The existing problem is that the representation learning mainly comprises a distributed representation-based TransX model and a neural network-based model. The translation-based model has good performance in knowledge representation learning, however, most of these translation models only consider the fact triple symbolic representation in the knowledge graph when performing vector projection, and ignore some implicit semantic information in the knowledge graph, which may cause the learned vector not to accurately represent the semantic relationship contained in the knowledge graph. The existing knowledge base has a large amount of text description information of entities, the text description corresponding to the triple entities contains a large amount of extra semantic information, and the text description can provide more accurate semantic representation for entity representation by combining the text information and is beneficial to finding semantic correlation among different entities.

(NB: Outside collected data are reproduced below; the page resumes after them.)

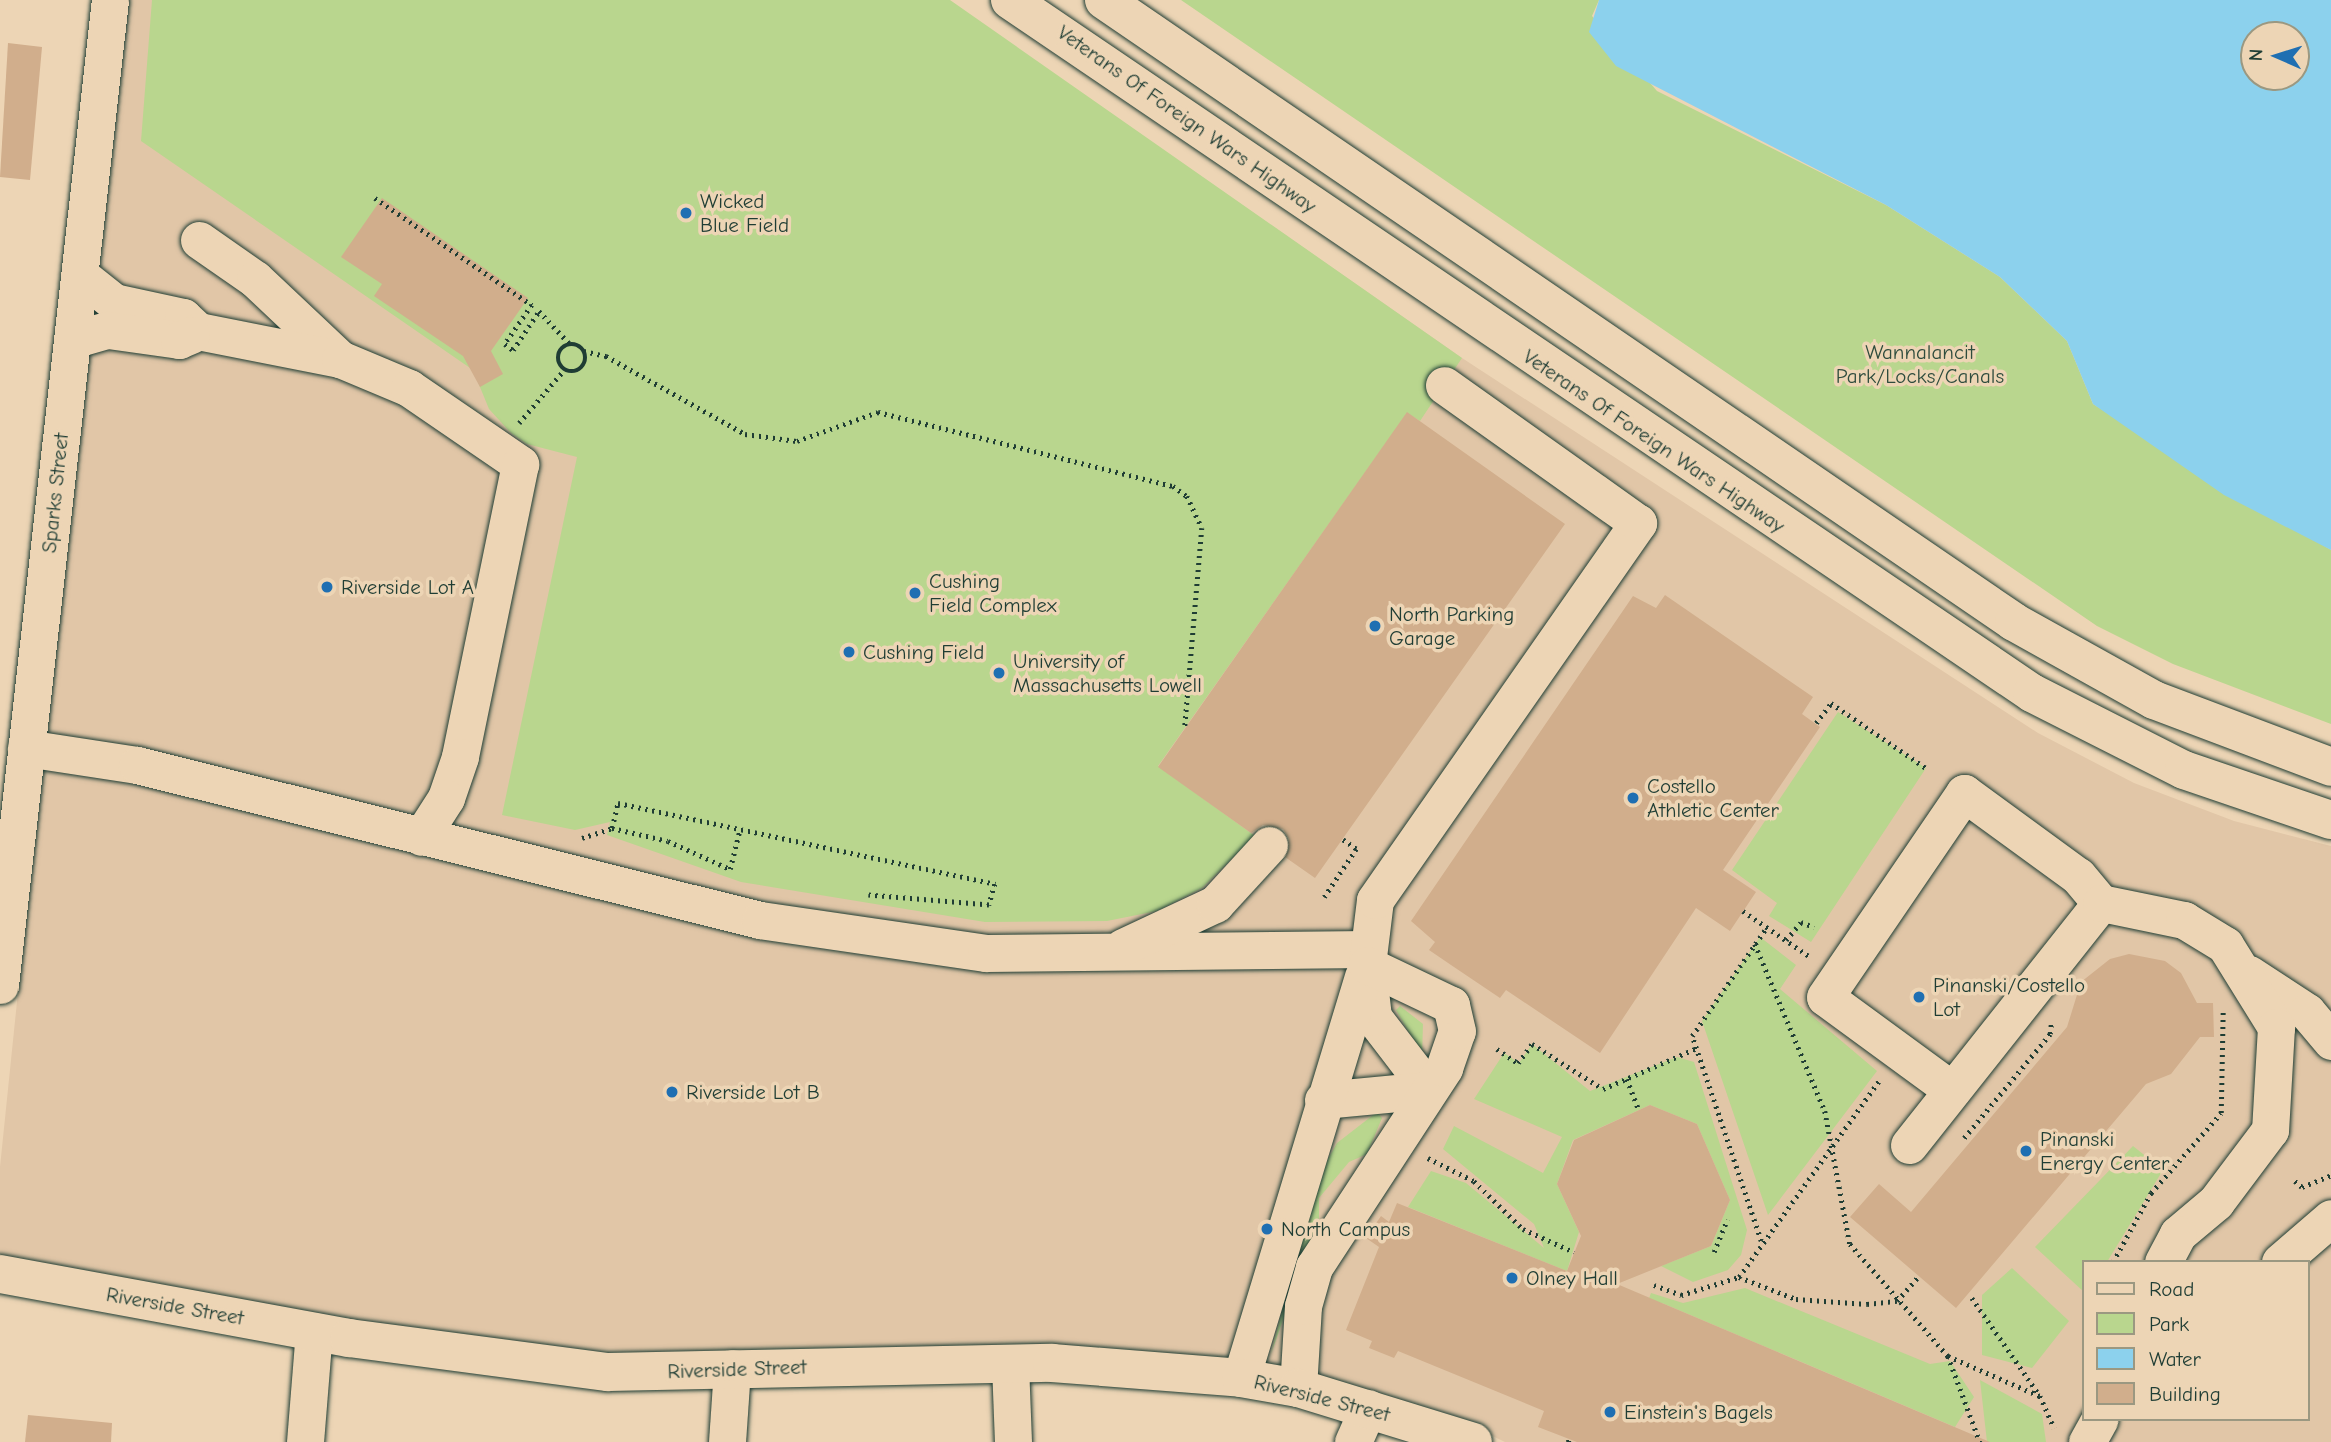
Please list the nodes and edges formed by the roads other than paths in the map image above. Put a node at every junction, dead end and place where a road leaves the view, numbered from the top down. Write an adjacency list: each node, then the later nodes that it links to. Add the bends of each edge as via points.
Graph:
1 (110, 0): 5 (street, Sparks Street)
2 (1010, 0): 12 (main road, Veterans Of Foreign Wars Highway, via 2032,693 2184,770)
3 (1104, 0): 11 (main road, via 2025,628 2154,700)
4 (199, 240): 8 (street, via 255,279)
5 (80, 275): 6 (street, via 114,302 183,317); 7 (street, Sparks Street)
6 (198, 331): 7 (street, via 179,340 108,330); 8 (street)
7 (72, 340): 10 (street, Sparks Street)
8 (340, 359): 13 (street, via 409,388 509,456 460,757 446,798)
9 (1444, 385): 17 (street, via 1638,523 1375,900)
10 (26, 748): 13 (street, via 137,765); 19 (street, Sparks Street)
11 (2331, 767)
12 (2331, 820)
13 (421, 836): 15 (street, via 760,920 986,953)
14 (2101, 903): 18 (street, via 2184,920 2225,945); 22 (street); 22 (street, via 2078,876 1964,793 1825,997)
15 (1116, 950): 16 (street); 16 (street, via 1215,904 1276,850 1227,920)
16 (1184, 952): 17 (street)
17 (1367, 957): 21 (street, via 1373,1017); 21 (street, via 1451,1004 1457,1031); 23 (street)
18 (2239, 967): 20 (street, via 2307,1012); 26 (street, via 2276,1027 2270,1130 2216,1202 2178,1234)
19 (0, 985)
20 (2331, 1041)
21 (1429, 1090): 23 (street); 33 (street, via 1314,1268 1303,1307)
22 (1952, 1090): 24 (street)
23 (1322, 1100): 32 (street)
24 (1909, 1144)
25 (2331, 1218): 27 (street)
26 (2165, 1260)
27 (2282, 1260)
28 (0, 1275): 29 (main road, Riverside Street)
29 (314, 1331): 31 (main road, Riverside Street, via 608,1372); 37 (street)
30 (1010, 1364): 31 (main road, Riverside Street); 32 (main road, Riverside Street); 39 (street)
31 (732, 1368): 38 (street)
32 (1241, 1378): 33 (main road, Riverside Street)
33 (1298, 1388): 34 (main road, Riverside Street)
34 (1368, 1408): 40 (street); 41 (main road, Riverside Street)
35 (2097, 1421): 36 (street)
36 (2073, 1440)
37 (305, 1442)
38 (727, 1442)
39 (1013, 1442)
40 (1353, 1442)
41 (1473, 1442)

Of course, in the existing representation method using entity description, simply concatenating the symbol-based triplet structure vector and the text description vector does not accurately determine whether the information of the two information sources is reasonable for the entity to be finally represented in the multidimensional vector space. The relations and entities in the knowledge graph are projected into a multi-dimensional vector space when representation learning is carried out, and the specific physical meaning of each vector is difficult to explain at present, and only the relative position exists.
For example, triples based on text descriptions in the knowledge base Fressbase, where the text description corresponding to each entity provides certain semantic information for the representation of the entity in the triples, but in many knowledge graph representation learning methods, when processing the triples, the symbol-based triplet learning only considers the structural information representation of the triples themselves; the text-based representation learning method simply concatenates the structural information vector and the text information vector; semantic information in the text is not efficiently utilized to improve reasonable representation of the entity in the vector space; moreover, the relative structure information of the entity in the map is not added into the expression vector of the entity, and the information of the entity is lost to a certain extent.
Disclosure of Invention
The technical problem to be solved by the invention is to provide a knowledge graph representation learning method based on structural information and text description to solve the problem, aiming at the defects that the prior knowledge graph representation learning method only considers the fact triple symbolic representation in the knowledge graph and ignores some implicit semantic information in the knowledge graph.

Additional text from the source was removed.